2014, League Cup heartbreak defeat to Manchester City – me. 2019, EFL Trophy defeat to Portsmouth in a penalty shoot-out, and a Play-Off misfire against Charlton – a bumper season of bad luck brought on by two differing hexed replica shirts. Can I make a personal apology to Lee Cattermole at this point in proceedings?:
“Sorry, Catts. Your Final spot-kick was fine. You hit the ball hard and true. But just at the point of contact with the ball, the bad luck vibes floated from my seat in the stands to the laces on your boot, and the football flew helplessly into the path of the diving keeper. Sorry, mate.”

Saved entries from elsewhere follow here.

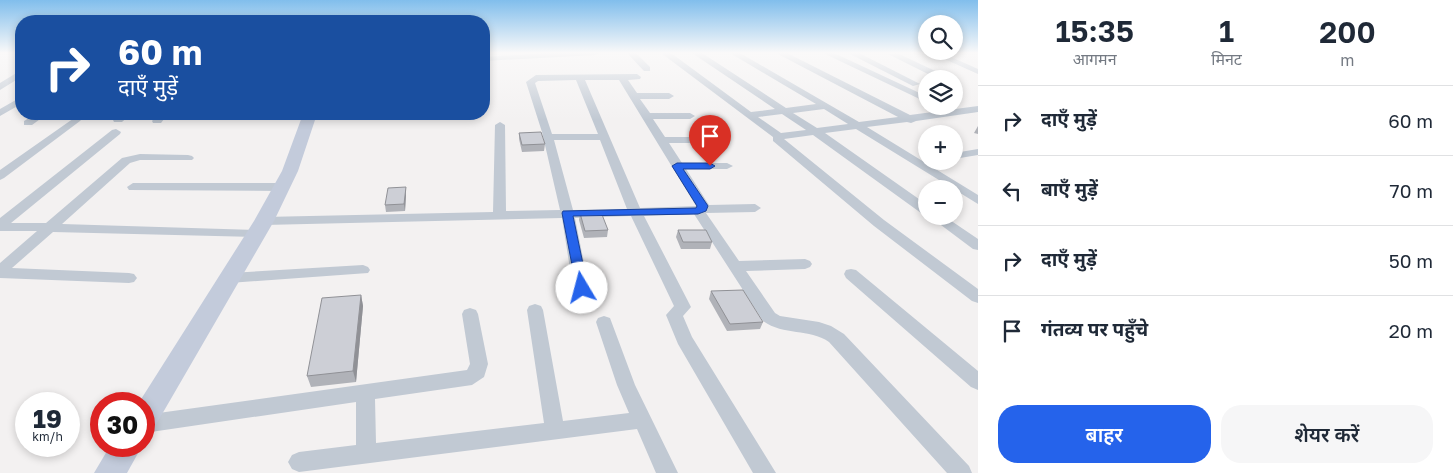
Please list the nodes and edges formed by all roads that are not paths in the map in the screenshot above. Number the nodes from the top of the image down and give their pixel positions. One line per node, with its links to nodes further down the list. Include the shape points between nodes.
1 (694, 75): 25 (street)
2 (728, 75): 19 (street)
3 (771, 75): 17 (street)
4 (822, 75): 29 (street)
5 (873, 75): 13 (street)
6 (897, 75): 11 (street)
7 (622, 77): 8 (street); 10 (street); 14 (street)
8 (638, 77)
9 (15, 78): 12 (street)
10 (580, 79): 35 (street, via 530,80); 36 (street)
11 (916, 84)
12 (0, 87)
13 (918, 95)
14 (635, 96): 15 (street); 23 (street)
15 (670, 96)
16 (15, 104): 21 (street)
17 (825, 106): 19 (street); 33 (street)
18 (978, 110): 20 (street)
19 (783, 111): 25 (street); 34 (street)
20 (963, 112)
21 (0, 113)
22 (943, 115): 29 (street)
23 (646, 116): 24 (street); 38 (street)
24 (690, 116)
25 (749, 116): 37 (street)
26 (33, 120): 31 (street)
27 (76, 120): 47 (street)
28 (308, 120): 49 (street)
29 (911, 120): 33 (street)
30 (120, 122): 58 (street)
31 (28, 123)
32 (500, 125): 56 (street)
33 (859, 126): 34 (street); 43 (street)
34 (816, 132): 37 (street); 51 (street)
35 (549, 137): 36 (street); 55 (street)
36 (603, 137): 54 (street)
37 (779, 137): 70 (street, via 781,143 879,223)
38 (660, 140): 39 (street); 44 (street)
39 (700, 140)
40 (978, 152): 41 (street)
41 (963, 154)
42 (188, 158): 60 (street, via 140,157 126,160)
43 (918, 160)
44 (677, 166): 45 (street); 53 (street, via 703,206)
45 (727, 166)
46 (934, 170): 50 (street)
47 (0, 176)
48 (133, 187): 49 (street)
49 (281, 187): 59 (street)
50 (978, 200)
51 (918, 204)
52 (755, 208): 53 (street)
53 (700, 210): 54 (street); 63 (street)
54 (635, 212): 55 (street); 85 (street, via 683,307 674,315 684,339)
55 (567, 213): 56 (street); 69 (street)
56 (499, 216): 59 (street)
57 (948, 225): 61 (street)
58 (0, 226): 60 (street)
59 (260, 227): 60 (street); 68 (street)
60 (48, 228): 65 (street)
61 (978, 246)
62 (805, 264): 63 (street)
63 (734, 266): 86 (street, via 762,309 776,323 818,328 838,339)
64 (363, 270): 68 (street)
65 (0, 272): 67 (street)
66 (851, 274): 74 (street)
67 (129, 278)
68 (229, 278): 76 (street)
69 (582, 288)
70 (978, 297)
71 (535, 310): 79 (street)
72 (470, 314): 75 (street, via 479,364 478,372 472,377)
73 (604, 322): 77 (street)
74 (978, 382)
75 (365, 394): 78 (street); 80 (street)
76 (155, 401)
77 (642, 420): 79 (street); 84 (street)
78 (155, 423)
79 (555, 430): 80 (street)
80 (366, 454): 82 (street)
81 (120, 457): 83 (street)
82 (300, 462)
83 (110, 473)
84 (668, 473)
85 (765, 473)
86 (961, 473)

So, you’re probably wondering how I came to my senses and realised that the cause of Sunderland’s Wembley woes over a sustained period of time was, in fact, yours truly. Well, quite simply, it was down to eliminating all other suspects. The team changed continuously during those years of woe from 1985 – 2019, as did the management, so I could hardly point the finger at the Lads or the Gaffer(s). The only constant, the common denominator of heartbreak as it were, was me. My suspicions, of course, were then confirmed when, in 2021, Sunderland were victorious in the EFL Trophy Final against Tranmere Rovers, in a pandemic-enforced empty Wembley Stadium. Of course they had won that day, I whispered to myself post-match, because I wasn’t there (in a cursed shirt) to kibosh their success. Ashen-faced when armed with this undeniable truth, I vowed (somewhat quietly to myself) never to attend Wembley again in Sunderland colours. It was the very least I could do for the team I loved.

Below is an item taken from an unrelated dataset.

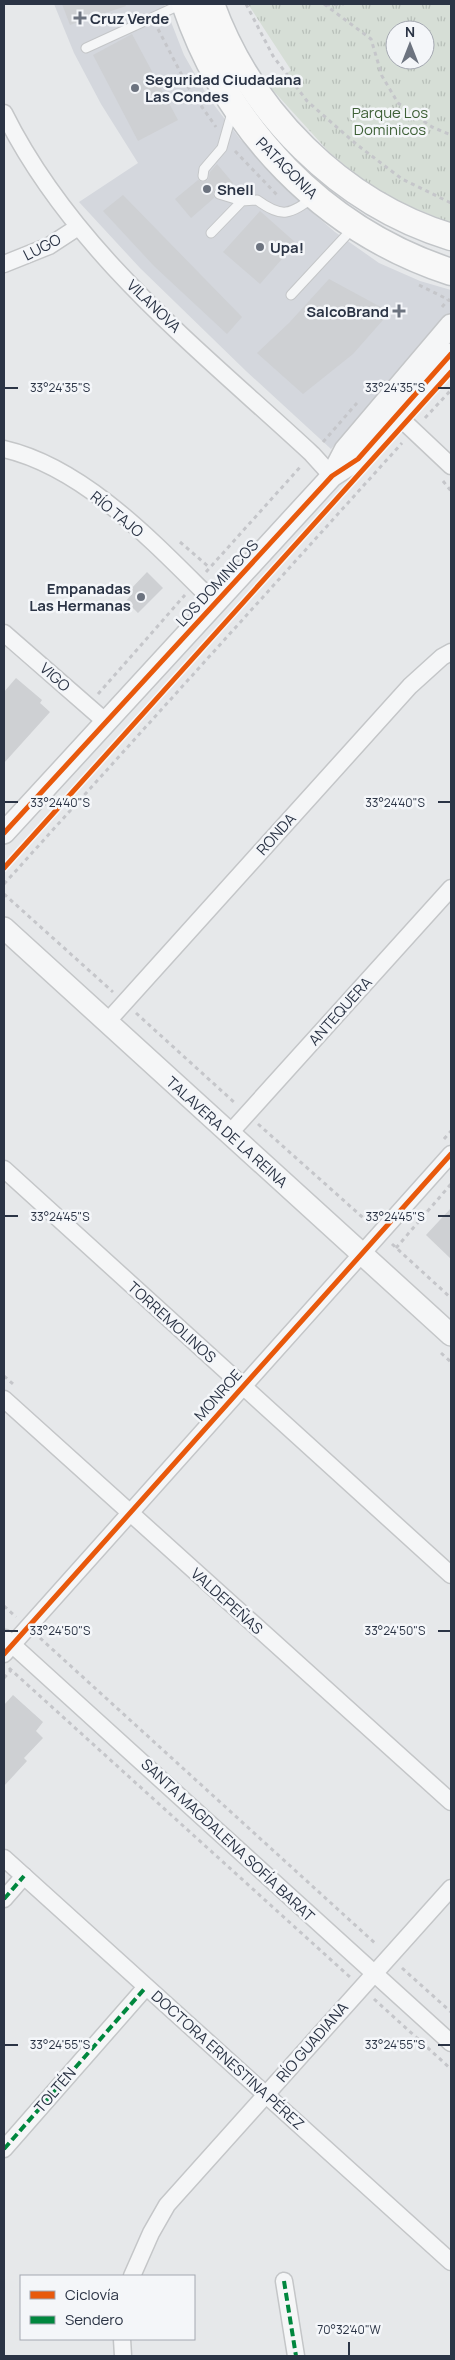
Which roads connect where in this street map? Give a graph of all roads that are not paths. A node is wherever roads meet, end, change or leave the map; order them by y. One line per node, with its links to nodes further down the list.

And so to this season’s fabulous climax. As the Lads made it to the Wembley final, and the tickets went on sale, I was faced with something of a personal dilemma: stay true to my own (secret, quiet) word and keep away from football’s sacred home, or change things around and try to attend without, somehow, bringing my team crashing to its knees. Should I stay or should I go? In a moment of pure selfishness and a leave of senses, I threw caution to the wind and bought a ticket (online). Even as I saw the words “transaction complete” flash on my computer screen, my breath started to quicken and my heart to grow heavier. Oh Lord – what had I just done?
“It’s the shirts, it’s the bleedin’ shirts!” I consoled myself (more in hope, than certain belief). “It’s not me; the bad luck is in the fabric of the shirts!” (At this point, I was even willing to believe that the 1998 Play-Off shirt, in particular, was probably one of Lord Voldemort’s Horcruxes - a little nod to the Harry Potter fans amongst us, there).
And so it came to pass on the day of the recent final, that I resolved to attend Wembley in civilian attire. That was my compromise; I could go, but no colours. No retro shirt, no current shirt, no red, no white, no bunting, no nothing. Just a casual jacket befitting a gentleman of my age, on a normal (happy go LUCKY) day out. As my wife drove me to the railway station at the start of my journey, she asked, “Not wearing one of your football shirts, today?” I shook my head. “I can’t,” I answered. “But it’s a Wembley final,” she added. I looked down at my shoes. “I daren’t, I just daren’t.”
The rest is, as they say, history. Embo, Loch Ness Drogba, the Gaffer, the Lads, the victory, the Play-Off trophy, the red and white ticker tape, the dancing on the pitch. And the shedding of personal tears as the weight of all those shirts (each with its own tale of heartbreak) was lifted from me. Finally, I had given my team a fighting chance by consigning those shirts to the past (well, to the drawer in the wardrobe in my bedroom, to be precise (see above)). In fact, more than a fighting chance. I had come, I had seen, I had purposely left all my Sunderland shirts at home, and I had conquered. I had won the day, and I had given the victory to my beloved Sunderland and its army of fans. Oh yes. You’re very welcome.